[Collected data entries]
*****

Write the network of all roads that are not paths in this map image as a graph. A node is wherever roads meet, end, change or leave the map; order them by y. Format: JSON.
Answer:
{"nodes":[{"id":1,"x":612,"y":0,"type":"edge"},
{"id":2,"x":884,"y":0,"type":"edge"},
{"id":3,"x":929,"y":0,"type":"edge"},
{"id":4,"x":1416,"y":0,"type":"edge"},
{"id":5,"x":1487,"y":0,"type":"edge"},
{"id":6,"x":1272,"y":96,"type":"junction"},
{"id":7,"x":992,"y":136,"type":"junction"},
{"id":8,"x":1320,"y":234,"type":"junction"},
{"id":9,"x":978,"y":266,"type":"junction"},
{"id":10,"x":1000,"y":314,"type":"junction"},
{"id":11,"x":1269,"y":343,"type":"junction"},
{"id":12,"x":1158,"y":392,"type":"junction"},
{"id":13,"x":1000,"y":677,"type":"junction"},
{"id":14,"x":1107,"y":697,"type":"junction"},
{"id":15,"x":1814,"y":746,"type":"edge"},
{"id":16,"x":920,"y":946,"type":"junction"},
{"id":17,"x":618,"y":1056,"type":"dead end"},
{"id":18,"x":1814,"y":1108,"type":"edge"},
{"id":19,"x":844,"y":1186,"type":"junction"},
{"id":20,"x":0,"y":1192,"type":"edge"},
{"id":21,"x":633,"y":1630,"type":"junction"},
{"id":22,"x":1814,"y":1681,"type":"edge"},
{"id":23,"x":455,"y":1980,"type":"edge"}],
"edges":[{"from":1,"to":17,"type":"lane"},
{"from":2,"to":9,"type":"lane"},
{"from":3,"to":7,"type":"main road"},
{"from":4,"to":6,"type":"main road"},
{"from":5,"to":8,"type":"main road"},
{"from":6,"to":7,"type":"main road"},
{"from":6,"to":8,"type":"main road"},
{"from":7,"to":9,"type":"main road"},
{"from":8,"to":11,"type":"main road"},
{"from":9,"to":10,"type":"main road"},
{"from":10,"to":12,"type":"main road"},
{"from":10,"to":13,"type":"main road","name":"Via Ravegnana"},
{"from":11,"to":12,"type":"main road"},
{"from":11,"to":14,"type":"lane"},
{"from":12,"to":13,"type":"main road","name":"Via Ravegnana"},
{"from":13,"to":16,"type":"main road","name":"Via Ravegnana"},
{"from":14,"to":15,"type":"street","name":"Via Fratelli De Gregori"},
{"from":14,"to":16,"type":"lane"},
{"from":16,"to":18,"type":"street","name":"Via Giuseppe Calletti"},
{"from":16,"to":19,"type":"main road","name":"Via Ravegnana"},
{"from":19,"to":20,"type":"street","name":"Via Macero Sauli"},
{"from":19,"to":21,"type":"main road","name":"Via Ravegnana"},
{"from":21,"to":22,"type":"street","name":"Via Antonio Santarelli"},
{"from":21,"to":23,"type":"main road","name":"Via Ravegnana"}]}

*****

» AIM OF THE EXERCISE: Collect every line from the records above that contains the word "street".

» ANSWER:
{"from":14,"to":15,"type":"street","name":"Via Fratelli De Gregori"},
{"from":16,"to":18,"type":"street","name":"Via Giuseppe Calletti"},
{"from":19,"to":20,"type":"street","name":"Via Macero Sauli"},
{"from":21,"to":22,"type":"street","name":"Via Antonio Santarelli"},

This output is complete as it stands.